Playwright: adapted by Alan Donahue from the novel by Adam Langer
At: Lifeline Theatre, 6912 N. Glenwood
Phone: 773-761-4477; $24-$26
Runs through: June 24
BY MARY SHEN BARNIDGE
Its actual proximity to an urban metropolis notwithstanding, Adam Langer's Crossing California is a story about small-town life. If his portrait of West Rogers Park in 1979 is accurate, the neighborhood on the far north side of Chicago might as well have been a whistle-stop village in rural Montana. To be sure, his chief protagonists are still in high school, circumstances perhaps justifying their restricted purview.

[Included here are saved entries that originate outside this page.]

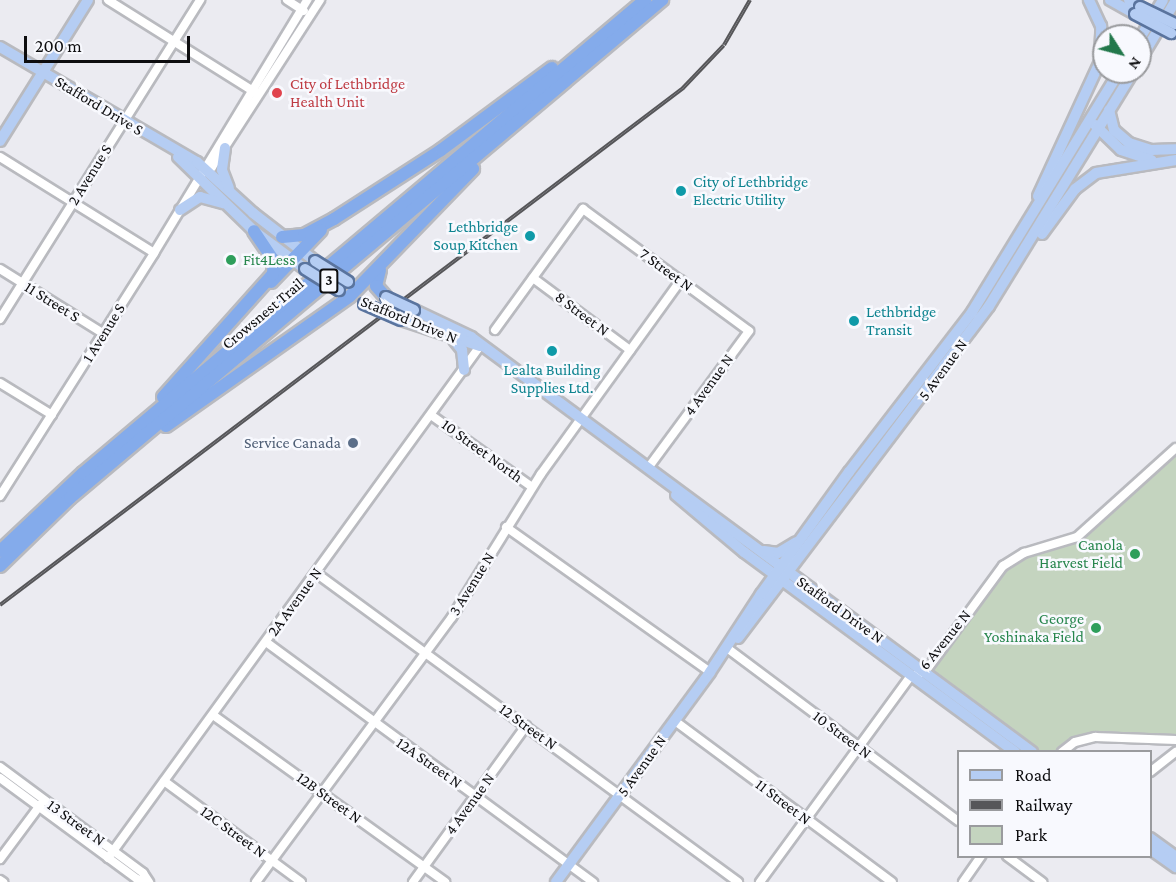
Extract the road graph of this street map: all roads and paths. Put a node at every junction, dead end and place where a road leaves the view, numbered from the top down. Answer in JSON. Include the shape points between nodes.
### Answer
{"nodes":[{"id":1,"x":88,"y":0,"type":"edge"},
{"id":2,"x":108,"y":0,"type":"edge"},
{"id":3,"x":200,"y":0,"type":"edge"},
{"id":4,"x":287,"y":0,"type":"edge"},
{"id":5,"x":308,"y":0,"type":"edge"},
{"id":6,"x":320,"y":0,"type":"edge"},
{"id":7,"x":644,"y":0,"type":"edge"},
{"id":8,"x":662,"y":0,"type":"edge"},
{"id":9,"x":1089,"y":0,"type":"edge"},
{"id":10,"x":1110,"y":0,"type":"edge"},
{"id":11,"x":1129,"y":0,"type":"edge"},
{"id":12,"x":1163,"y":0,"type":"edge"},
{"id":13,"x":1176,"y":0,"type":"edge"},
{"id":14,"x":302,"y":9,"type":"junction"},
{"id":15,"x":1138,"y":11,"type":"junction"},
{"id":16,"x":311,"y":15,"type":"junction"},
{"id":17,"x":1148,"y":24,"type":"edge"},
{"id":18,"x":1175,"y":31,"type":"edge"},
{"id":19,"x":1152,"y":40,"type":"edge"},
{"id":20,"x":174,"y":41,"type":"junction"},
{"id":21,"x":0,"y":47,"type":"edge"},
{"id":22,"x":601,"y":51,"type":"junction"},
{"id":23,"x":43,"y":73,"type":"junction"},
{"id":24,"x":1112,"y":84,"type":"edge"},
{"id":25,"x":1125,"y":84,"type":"edge"},
{"id":26,"x":255,"y":93,"type":"junction"},
{"id":27,"x":1109,"y":110,"type":"junction"},
{"id":28,"x":1091,"y":119,"type":"junction"},
{"id":29,"x":123,"y":121,"type":"junction"},
{"id":30,"x":1098,"y":129,"type":"junction"},
{"id":31,"x":0,"y":141,"type":"edge"},
{"id":32,"x":225,"y":148,"type":"junction"},
{"id":33,"x":1176,"y":149,"type":"edge"},
{"id":34,"x":0,"y":157,"type":"edge"},
{"id":35,"x":1176,"y":160,"type":"edge"},
{"id":36,"x":1163,"y":162,"type":"junction"},
{"id":37,"x":203,"y":173,"type":"junction"},
{"id":38,"x":231,"y":201,"type":"junction"},
{"id":39,"x":73,"y":203,"type":"junction"},
{"id":40,"x":180,"y":210,"type":"junction"},
{"id":41,"x":334,"y":219,"type":"junction"},
{"id":42,"x":1024,"y":230,"type":"junction"},
{"id":43,"x":254,"y":231,"type":"junction"},
{"id":44,"x":282,"y":237,"type":"junction"},
{"id":45,"x":154,"y":253,"type":"junction"},
{"id":46,"x":297,"y":257,"type":"junction"},
{"id":47,"x":384,"y":264,"type":"junction"},
{"id":48,"x":1016,"y":264,"type":"junction"},
{"id":49,"x":0,"y":269,"type":"edge"},
{"id":50,"x":533,"y":278,"type":"junction"},
{"id":51,"x":681,"y":280,"type":"junction"},
{"id":52,"x":22,"y":283,"type":"junction"},
{"id":53,"x":361,"y":286,"type":"junction"},
{"id":54,"x":344,"y":293,"type":"junction"},
{"id":55,"x":381,"y":294,"type":"junction"},
{"id":56,"x":255,"y":297,"type":"junction"},
{"id":57,"x":0,"y":319,"type":"edge"},
{"id":58,"x":495,"y":330,"type":"dead end"},
{"id":59,"x":749,"y":331,"type":"joint"},
{"id":60,"x":104,"y":334,"type":"junction"},
{"id":61,"x":452,"y":338,"type":"junction"},
{"id":62,"x":480,"y":346,"type":"junction"},
{"id":63,"x":630,"y":350,"type":"junction"},
{"id":64,"x":464,"y":370,"type":"junction"},
{"id":65,"x":0,"y":383,"type":"edge"},
{"id":66,"x":52,"y":415,"type":"junction"},
{"id":67,"x":431,"y":415,"type":"junction"},
{"id":68,"x":580,"y":418,"type":"junction"},
{"id":69,"x":1176,"y":448,"type":"edge"},
{"id":70,"x":108,"y":466,"type":"junction"},
{"id":71,"x":648,"y":468,"type":"junction"},
{"id":72,"x":84,"y":473,"type":"junction"},
{"id":73,"x":532,"y":487,"type":"junction"},
{"id":74,"x":0,"y":496,"type":"edge"},
{"id":75,"x":506,"y":527,"type":"junction"},
{"id":76,"x":804,"y":544,"type":"junction"},
{"id":77,"x":0,"y":551,"type":"edge"},
{"id":78,"x":755,"y":554,"type":"junction"},
{"id":79,"x":0,"y":566,"type":"edge"},
{"id":80,"x":316,"y":573,"type":"junction"},
{"id":81,"x":782,"y":574,"type":"junction"},
{"id":82,"x":808,"y":587,"type":"junction"},
{"id":83,"x":761,"y":594,"type":"junction"},
{"id":84,"x":266,"y":642,"type":"junction"},
{"id":85,"x":727,"y":648,"type":"junction"},
{"id":86,"x":426,"y":652,"type":"junction"},
{"id":87,"x":710,"y":672,"type":"junction"},
{"id":88,"x":925,"y":672,"type":"junction"},
{"id":89,"x":911,"y":676,"type":"junction"},
{"id":90,"x":213,"y":715,"type":"junction"},
{"id":91,"x":675,"y":721,"type":"junction"},
{"id":92,"x":373,"y":724,"type":"junction"},
{"id":93,"x":526,"y":726,"type":"junction"},
{"id":94,"x":1176,"y":740,"type":"edge"},
{"id":95,"x":858,"y":747,"type":"junction"},
{"id":96,"x":1012,"y":750,"type":"edge"},
{"id":97,"x":1029,"y":750,"type":"edge"},
{"id":98,"x":1065,"y":750,"type":"edge"},
{"id":99,"x":1176,"y":752,"type":"edge"},
{"id":100,"x":0,"y":767,"type":"edge"},
{"id":101,"x":1152,"y":770,"type":"edge"},
{"id":102,"x":0,"y":778,"type":"edge"},
{"id":103,"x":164,"y":781,"type":"junction"},
{"id":104,"x":321,"y":793,"type":"junction"},
{"id":105,"x":621,"y":794,"type":"junction"},
{"id":106,"x":476,"y":796,"type":"junction"},
{"id":107,"x":41,"y":803,"type":"junction"},
{"id":108,"x":806,"y":819,"type":"junction"},
{"id":109,"x":957,"y":820,"type":"edge"},
{"id":110,"x":1152,"y":839,"type":"edge"},
{"id":111,"x":1152,"y":850,"type":"edge"},
{"id":112,"x":111,"y":854,"type":"junction"},
{"id":113,"x":1176,"y":857,"type":"edge"},
{"id":114,"x":980,"y":858,"type":"edge"},
{"id":115,"x":1010,"y":858,"type":"edge"},
{"id":116,"x":0,"y":859,"type":"edge"},
{"id":117,"x":272,"y":861,"type":"junction"},
{"id":118,"x":569,"y":864,"type":"junction"},
{"id":119,"x":424,"y":867,"type":"junction"},
{"id":120,"x":1176,"y":867,"type":"edge"},
{"id":121,"x":148,"y":882,"type":"edge"},
{"id":122,"x":256,"y":882,"type":"edge"},
{"id":123,"x":301,"y":882,"type":"edge"},
{"id":124,"x":413,"y":882,"type":"edge"},
{"id":125,"x":445,"y":882,"type":"edge"},
{"id":126,"x":556,"y":882,"type":"edge"},
{"id":127,"x":593,"y":882,"type":"edge"},
{"id":128,"x":738,"y":882,"type":"edge"},
{"id":129,"x":760,"y":882,"type":"edge"},
{"id":130,"x":892,"y":882,"type":"edge"},
{"id":131,"x":963,"y":882,"type":"edge"},
{"id":132,"x":1042,"y":882,"type":"edge"}],
"edges":[{"from":1,"to":23,"type":"main road"},
{"from":2,"to":20,"type":"street"},
{"from":3,"to":20,"type":"street","name":"2 Avenue S"},
{"from":4,"to":14,"type":"street"},
{"from":5,"to":14,"type":"street","name":"1 Avenue S"},
{"from":6,"to":16,"type":"street","name":"1 Avenue S"},
{"from":7,"to":41,"type":"highway","via":[[441,150]]},
{"from":7,"to":72,"type":"highway","name":"Crowsnest Trail","number":"3"},
{"from":8,"to":22,"type":"highway","name":"Crowsnest Trail","number":"3"},
{"from":9,"to":42,"type":"main road","via":[[1101,26],[1100,62]]},
{"from":10,"to":15,"type":"main road"},
{"from":11,"to":15,"type":"main road"},
{"from":12,"to":17,"type":"main road"},
{"from":13,"to":19,"type":"main road"},
{"from":14,"to":16,"type":"street"},
{"from":14,"to":26,"type":"street","name":"1 Avenue S"},
{"from":15,"to":18,"type":"main road","bridge":true},
{"from":16,"to":26,"type":"street","name":"1 Avenue S"},
{"from":20,"to":26,"type":"street"},
{"from":20,"to":29,"type":"street","name":"2 Avenue S"},
{"from":21,"to":23,"type":"main road","name":"Stafford Drive S"},
{"from":22,"to":47,"type":"highway","via":[[452,189]]},
{"from":22,"to":70,"type":"highway","name":"Crowsnest Trail","number":"3"},
{"from":23,"to":29,"type":"main road","name":"Stafford Drive S"},
{"from":23,"to":31,"type":"main road"},
{"from":24,"to":28,"type":"main road","name":"5 Avenue N"},
{"from":25,"to":27,"type":"main road","name":"5 Avenue N"},
{"from":26,"to":32,"type":"street","name":"1 Avenue S"},
{"from":26,"to":37,"type":"street","name":"1 Avenue S","via":[[207,160]]},
{"from":27,"to":30,"type":"main road","name":"5 Avenue N"},
{"from":27,"to":33,"type":"main road","via":[[1114,130],[1129,142],[1151,150]]},
{"from":28,"to":30,"type":"main road"},
{"from":28,"to":42,"type":"main road","name":"5 Avenue N"},
{"from":29,"to":37,"type":"main road","name":"Stafford Drive S"},
{"from":29,"to":39,"type":"street","name":"2 Avenue S"},
{"from":30,"to":36,"type":"main road","via":[[1128,154]]},
{"from":30,"to":48,"type":"main road","name":"5 Avenue N"},
{"from":32,"to":37,"type":"street","name":"1 Avenue S","via":[[213,167]]},
{"from":32,"to":38,"type":"main road","via":[[222,170]]},
{"from":34,"to":39,"type":"street"},
{"from":35,"to":36,"type":"main road"},
{"from":36,"to":48,"type":"main road","via":[[1116,167],[1087,179]]},
{"from":37,"to":38,"type":"main road","name":"Stafford Drive N"},
{"from":37,"to":40,"type":"street","name":"1 Avenue S"},
{"from":38,"to":40,"type":"main road","via":[[207,197]]},
{"from":38,"to":43,"type":"main road","name":"Stafford Drive N"},
{"from":38,"to":44,"type":"main road","name":"Stafford Drive N"},
{"from":39,"to":45,"type":"street"},
{"from":39,"to":52,"type":"street","name":"2 Avenue S"},
{"from":40,"to":45,"type":"street","name":"1 Avenue S"},
{"from":41,"to":44,"type":"highway","via":[[304,235]]},
{"from":41,"to":46,"type":"highway"},
{"from":42,"to":76,"type":"main road","name":"5 Avenue N","via":[[940,357]]},
{"from":43,"to":46,"type":"main road","name":"Stafford Drive N"},
{"from":43,"to":56,"type":"highway","via":[[275,266]]},
{"from":44,"to":46,"type":"main road","name":"Stafford Drive N"},
{"from":45,"to":60,"type":"street","name":"1 Avenue S"},
{"from":46,"to":53,"type":"main road","name":"Stafford Drive N","bridge":true,"via":[[315,261]]},
{"from":46,"to":54,"type":"main road","name":"Stafford Drive N","bridge":true,"via":[[305,269]]},
{"from":46,"to":56,"type":"highway"},
{"from":47,"to":53,"type":"highway"},
{"from":47,"to":55,"type":"highway","via":[[377,278]]},
{"from":48,"to":76,"type":"main road","name":"5 Avenue N","via":[[931,388]]},
{"from":49,"to":52,"type":"street","name":"11 Street S"},
{"from":50,"to":51,"type":"street","name":"7 Street N","via":[[583,209]]},
{"from":50,"to":58,"type":"street"},
{"from":50,"to":63,"type":"street","name":"8 Street N"},
{"from":51,"to":59,"type":"street","name":"7 Street N"},
{"from":51,"to":63,"type":"street","name":"3 Avenue N"},
{"from":52,"to":57,"type":"street","name":"2 Avenue S"},
{"from":52,"to":60,"type":"street","name":"11 Street S"},
{"from":53,"to":54,"type":"highway"},
{"from":53,"to":55,"type":"main road","name":"Stafford Drive N"},
{"from":54,"to":61,"type":"main road","name":"Stafford Drive N","bridge":true},
{"from":54,"to":70,"type":"highway"},
{"from":55,"to":62,"type":"main road","name":"Stafford Drive N","bridge":true,"via":[[466,333]]},
{"from":56,"to":72,"type":"highway","via":[[192,368]]},
{"from":59,"to":71,"type":"street","name":"4 Avenue N"},
{"from":60,"to":66,"type":"street","name":"1 Avenue S"},
{"from":61,"to":62,"type":"main road","name":"Stafford Drive N"},
{"from":61,"to":64,"type":"main road","via":[[462,350]]},
{"from":62,"to":64,"type":"street","name":"2A Avenue N"},
{"from":62,"to":68,"type":"main road","name":"Stafford Drive N"},
{"from":63,"to":68,"type":"street","name":"3 Avenue N"},
{"from":64,"to":67,"type":"street","name":"2A Avenue N"},
{"from":65,"to":66,"type":"street"},
{"from":66,"to":74,"type":"street","name":"1 Avenue S"},
{"from":67,"to":73,"type":"street","name":"10 Street North"},
{"from":67,"to":80,"type":"street","name":"2A Avenue N"},
{"from":68,"to":71,"type":"main road","name":"Stafford Drive N"},
{"from":68,"to":73,"type":"street","name":"3 Avenue N"},
{"from":69,"to":88,"type":"street","name":"6 Avenue N","via":[[1077,537],[1024,553],[1003,566]]},
{"from":70,"to":79,"type":"highway","name":"Crowsnest Trail","number":"3"},
{"from":71,"to":78,"type":"main road","name":"Stafford Drive N"},
{"from":72,"to":77,"type":"highway","name":"Crowsnest Trail","number":"3"},
{"from":73,"to":75,"type":"street","name":"3 Avenue N"},
{"from":75,"to":86,"type":"street","name":"3 Avenue N"},
{"from":75,"to":87,"type":"street"},
{"from":76,"to":78,"type":"main road","via":[[778,553]]},
{"from":76,"to":81,"type":"main road","name":"5 Avenue N"},
{"from":76,"to":82,"type":"main road","via":[[801,567]]},
{"from":78,"to":81,"type":"main road","name":"Stafford Drive N"},
{"from":78,"to":83,"type":"main road","via":[[762,576]]},
{"from":80,"to":84,"type":"street","name":"2A Avenue N"},
{"from":80,"to":86,"type":"street","name":"12 Street N"},
{"from":81,"to":82,"type":"main road","name":"Stafford Drive N"},
{"from":81,"to":83,"type":"main road","name":"5 Avenue N"},
{"from":81,"to":85,"type":"main road","name":"5 Avenue N"},
{"from":81,"to":89,"type":"main road","name":"Stafford Drive N"},
{"from":82,"to":88,"type":"main road","name":"Stafford Drive N"},
{"from":83,"to":85,"type":"main road","name":"5 Avenue N"},
{"from":84,"to":90,"type":"street","name":"2A Avenue N"},
{"from":84,"to":92,"type":"street","name":"12A Street N"},
{"from":85,"to":87,"type":"main road","name":"5 Avenue N"},
{"from":85,"to":95,"type":"street","name":"10 Street N"},
{"from":86,"to":92,"type":"street","name":"3 Avenue N"},
{"from":86,"to":93,"type":"street","name":"12 Street N"},
{"from":87,"to":91,"type":"main road","name":"5 Avenue N"},
{"from":88,"to":89,"type":"street","name":"6 Avenue N"},
{"from":88,"to":97,"type":"main road","name":"Stafford Drive N"},
{"from":89,"to":95,"type":"street","name":"6 Avenue N"},
{"from":89,"to":96,"type":"main road","name":"Stafford Drive N"},
{"from":90,"to":103,"type":"street","name":"2A Avenue N"},
{"from":90,"to":104,"type":"street","name":"12B Street N"},
{"from":91,"to":105,"type":"main road","name":"5 Avenue N"},
{"from":91,"to":108,"type":"street","name":"11 Street N"},
{"from":92,"to":104,"type":"street","name":"3 Avenue N"},
{"from":92,"to":106,"type":"street","name":"12A Street N"},
{"from":93,"to":105,"type":"street","name":"12 Street N"},
{"from":93,"to":106,"type":"street","name":"4 Avenue N"},
{"from":94,"to":98,"type":"street","via":[[1095,737],[1075,742]]},
{"from":95,"to":108,"type":"street","name":"6 Avenue N"},
{"from":95,"to":109,"type":"street","name":"10 Street N"},
{"from":99,"to":101,"type":"street"},
{"from":100,"to":107,"type":"street","name":"13 Street N"},
{"from":102,"to":107,"type":"street","name":"13 Street N"},
{"from":103,"to":112,"type":"street","name":"2A Avenue N"},
{"from":103,"to":117,"type":"street","name":"12C Street N"},
{"from":104,"to":117,"type":"street","name":"3 Avenue N"},
{"from":104,"to":119,"type":"street","name":"12B Street N"},
{"from":105,"to":118,"type":"main road","name":"5 Avenue N"},
{"from":105,"to":128,"type":"street","name":"12 Street N"},
{"from":106,"to":118,"type":"street","name":"12A Street N"},
{"from":106,"to":119,"type":"street","name":"4 Avenue N"},
{"from":107,"to":112,"type":"street","name":"13 Street N"},
{"from":107,"to":116,"type":"street"},
{"from":108,"to":129,"type":"street","name":"6 Avenue N"},
{"from":108,"to":130,"type":"street","name":"11 Street N"},
{"from":110,"to":113,"type":"main road"},
{"from":111,"to":120,"type":"main road"},
{"from":112,"to":121,"type":"street","name":"13 Street N"},
{"from":114,"to":131,"type":"street"},
{"from":115,"to":132,"type":"street"},
{"from":117,"to":122,"type":"street","name":"3 Avenue N"},
{"from":117,"to":123,"type":"street","name":"12C Street N"},
{"from":118,"to":126,"type":"main road","name":"5 Avenue N"},
{"from":118,"to":127,"type":"street","name":"12A Street N"},
{"from":119,"to":124,"type":"street","name":"4 Avenue N"},
{"from":119,"to":125,"type":"street","name":"12B Street N"}]}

The 'California' in the title refers not to the West Coast state, but to the artificial boundary provided by the street of that name. West of it abides the Rovner clan—surgeon daddy; psychologist mommy; Jewish-academy scholar and rock-star wannabe older brother Larry; and prissy private-school kid sister Lana. East of it dwell the Wasserstroms—restaurant manager papa and his two rebellious daughters, slackerly Michelle and crusading Jill. Farther east, beyond Western Avenue ( but still short of the terra incognita stretching between Ridge Boulevard and the lake ) lies the home of the African-American Wills family—poor but ambitious Muley and his mother, the latter estranged from her music-tycoon husband.
That the importance of these social distinctions will likely be lost on audiences of more cosmopolitan upbringing pinpoints the problem with Alan Donahue's adaptation: The ruminative pace of a richly-textured novel steeped in regional and pop-culture trivia allows the bonding engendered by nostalgia and shared experience to grow gradually into empathy. When compressed to the abbreviated performance time of a dramatic narrative, however, its literary universe comes off as circumscribed as that of a TV-series. Furthermore, the swiftness with which identifying information is imparted, combined with the multiple-casting demanded of small companies, often leaves us confused as to precisely what is transpiring between whom at any particular moment.
The ensuing scramble of plot-lines so obstructs the intimacy necessary to elevate the sketchy personalities above stereotype that we discover ourselves losing interest long before the script wraps up their destinies in conveniently-insular happy-ever-afters. Make no mistake, there's fascinating human insight to be found in every one of Langer's characters. ( Why would a Conservative Jewish boy adopt Orthodox Jewish mannerisms and how do his Orthodox peers regard this affectation? Why is one adolescent female's het first-kiss and another's decision to turn fag-hag both seen as a step toward maturity? ) . There are just too many to fit into a single play.